Monday, December 28, 2015

Conflicting Emotions

Saturday -
Blue and I felt like this:
Just kinda Blah.
The Holiday is over,
Come on 2016! blue's.

Then on Sunday - I was watching the Sunday Morning Show
They ran the End of Year segment called 
Hail and Farewell.
A memorandum to all the famous and not so famous people who passed this year.
Some, I knew of their passing
but some left me surprised and little bit shocked.
And then I started feeling a bit depressed....
I moped around a bit and I drove out to the place where my booth is.
I need to have everything gone and outta there by Friday.
The NEW Year.
The woman at the counter is always very nice and bubbly.
She told me that SHE was the one moving into my booth space.
She was SO excited! It's in a nice spot and it's bigger than what she had.
So I got to thinking about the retro shelving unit I have that ran the wall.
I hadn't been sure how I'd get it out of there.
And once I did, I really have no place for it at home.
So I looked at her happy face and walked back and marked it WAY down.
Then I stopped at the counter and told her that I just marked it super low and she might want to run back there and check it out.
I ended up stopping again later, to take some more things and she thanked me over and over again for letting her know and then I asked her if she wanted the rug.
She looked at it and asked me how much.
I looked at it and knew I had no place for it.
It had been walked on and looked worn to me, so I told her.
You can have it, it's free.
Then I left.
I drove home and felt good.
I'm not usually able to help people out. Not much, at least not monetarily but
she was always so nice and what was I going to do with it anyway?
Besides, I've had so many thoughtful gifts lately, that I felt the need to pay it forward.
I went home and started reading one of my books that was a Christmas gift to me from a dear friend.
It started making me happy and motivated.

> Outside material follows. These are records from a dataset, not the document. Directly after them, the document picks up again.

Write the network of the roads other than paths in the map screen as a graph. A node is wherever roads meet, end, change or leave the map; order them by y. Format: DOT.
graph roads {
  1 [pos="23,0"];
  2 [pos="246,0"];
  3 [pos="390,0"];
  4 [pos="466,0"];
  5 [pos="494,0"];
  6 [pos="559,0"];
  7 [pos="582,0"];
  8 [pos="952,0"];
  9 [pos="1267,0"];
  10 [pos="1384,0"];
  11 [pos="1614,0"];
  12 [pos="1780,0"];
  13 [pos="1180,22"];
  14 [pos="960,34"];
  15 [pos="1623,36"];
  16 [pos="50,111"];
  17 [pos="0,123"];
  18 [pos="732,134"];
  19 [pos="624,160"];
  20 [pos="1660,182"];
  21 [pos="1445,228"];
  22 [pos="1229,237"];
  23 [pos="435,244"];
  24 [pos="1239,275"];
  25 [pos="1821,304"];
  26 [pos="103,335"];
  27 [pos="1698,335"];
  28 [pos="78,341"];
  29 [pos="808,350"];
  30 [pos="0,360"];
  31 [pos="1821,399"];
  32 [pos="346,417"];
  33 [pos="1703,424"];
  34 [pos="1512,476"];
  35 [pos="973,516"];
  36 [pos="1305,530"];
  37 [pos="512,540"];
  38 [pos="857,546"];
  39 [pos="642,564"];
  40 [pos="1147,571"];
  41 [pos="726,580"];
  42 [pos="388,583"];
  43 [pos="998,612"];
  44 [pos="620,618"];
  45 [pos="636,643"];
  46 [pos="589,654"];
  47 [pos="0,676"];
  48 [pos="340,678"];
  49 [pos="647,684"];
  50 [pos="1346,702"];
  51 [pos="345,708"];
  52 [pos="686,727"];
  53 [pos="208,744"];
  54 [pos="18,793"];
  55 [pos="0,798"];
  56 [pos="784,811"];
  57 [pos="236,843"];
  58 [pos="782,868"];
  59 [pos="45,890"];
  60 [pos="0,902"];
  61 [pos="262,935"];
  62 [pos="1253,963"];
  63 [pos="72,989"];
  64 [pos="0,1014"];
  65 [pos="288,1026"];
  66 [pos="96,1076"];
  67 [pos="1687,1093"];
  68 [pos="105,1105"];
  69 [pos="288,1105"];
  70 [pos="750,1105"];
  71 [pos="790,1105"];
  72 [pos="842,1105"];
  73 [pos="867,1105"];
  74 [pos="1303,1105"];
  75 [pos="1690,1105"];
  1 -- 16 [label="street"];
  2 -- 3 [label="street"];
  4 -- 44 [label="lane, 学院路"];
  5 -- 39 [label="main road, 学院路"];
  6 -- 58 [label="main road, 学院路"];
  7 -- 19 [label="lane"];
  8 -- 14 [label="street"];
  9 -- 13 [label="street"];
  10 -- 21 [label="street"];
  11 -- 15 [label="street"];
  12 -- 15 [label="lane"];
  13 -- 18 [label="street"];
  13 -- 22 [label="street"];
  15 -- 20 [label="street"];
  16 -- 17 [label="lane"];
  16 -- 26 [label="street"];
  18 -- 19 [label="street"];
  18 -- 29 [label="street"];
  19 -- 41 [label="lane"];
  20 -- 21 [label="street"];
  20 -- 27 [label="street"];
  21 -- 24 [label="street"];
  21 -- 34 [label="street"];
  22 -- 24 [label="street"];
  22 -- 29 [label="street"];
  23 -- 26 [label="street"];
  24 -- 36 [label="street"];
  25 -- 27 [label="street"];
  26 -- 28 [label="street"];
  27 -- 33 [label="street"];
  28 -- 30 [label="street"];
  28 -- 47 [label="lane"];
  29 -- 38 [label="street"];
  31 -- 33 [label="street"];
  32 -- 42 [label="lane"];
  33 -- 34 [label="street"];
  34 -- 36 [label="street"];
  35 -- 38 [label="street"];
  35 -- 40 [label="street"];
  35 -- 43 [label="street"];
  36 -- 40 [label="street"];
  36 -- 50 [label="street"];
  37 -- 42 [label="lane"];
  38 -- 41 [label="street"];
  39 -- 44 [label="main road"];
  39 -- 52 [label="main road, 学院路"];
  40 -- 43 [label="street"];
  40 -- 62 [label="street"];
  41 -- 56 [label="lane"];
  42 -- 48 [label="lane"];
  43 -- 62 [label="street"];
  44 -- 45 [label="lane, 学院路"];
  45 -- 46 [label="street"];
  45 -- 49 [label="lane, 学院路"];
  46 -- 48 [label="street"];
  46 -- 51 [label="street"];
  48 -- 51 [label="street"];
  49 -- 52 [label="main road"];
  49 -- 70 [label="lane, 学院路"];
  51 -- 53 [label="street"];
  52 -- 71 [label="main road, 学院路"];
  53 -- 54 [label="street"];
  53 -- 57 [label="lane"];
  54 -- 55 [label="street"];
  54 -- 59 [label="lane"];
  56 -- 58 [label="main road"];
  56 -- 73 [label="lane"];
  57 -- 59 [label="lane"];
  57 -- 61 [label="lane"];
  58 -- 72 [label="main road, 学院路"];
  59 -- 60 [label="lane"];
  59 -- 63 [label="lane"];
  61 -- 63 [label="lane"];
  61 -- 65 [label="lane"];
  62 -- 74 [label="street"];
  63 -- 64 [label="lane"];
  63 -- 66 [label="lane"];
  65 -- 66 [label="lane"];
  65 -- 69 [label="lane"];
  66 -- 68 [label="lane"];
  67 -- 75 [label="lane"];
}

I started feeling lucky again.
Lucky to be alive.
Lucky to be healthy.
Lucky to have the ability to make changes in my life.
Lucky to have wonderful friends in my life.

I started looking at some photos that I've taken and got to messing around.
I altered them and made them more "Artsy".



I think I might include them in my "Shop" too.
I want to have several sections in my Etsy shop.
Prints,
Cards,
Calendars,
Maybe some wearable Art. A pin or a necklace of my Art.
Maybe I'll make small little cats like I used to, tiny primitive painted fabric ones.
I did those one year for Valentines Day and sold them ALL!
Yes! Maybe I'll make my broken-hearted cats again!
What a difference a day makes.

Today, Monday - I woke up to freezing rain.
Drove to work and beat everyone in!
I was the first one in and I live in another state! LOL!
But I did set my alarm for EARLY because I knew that
it would be crazy busy, a ton of dogs going home after a Christmas boarding stay.
I tried to get them outside to potty but I'd see them squinting their eyes in the icy rain pellets.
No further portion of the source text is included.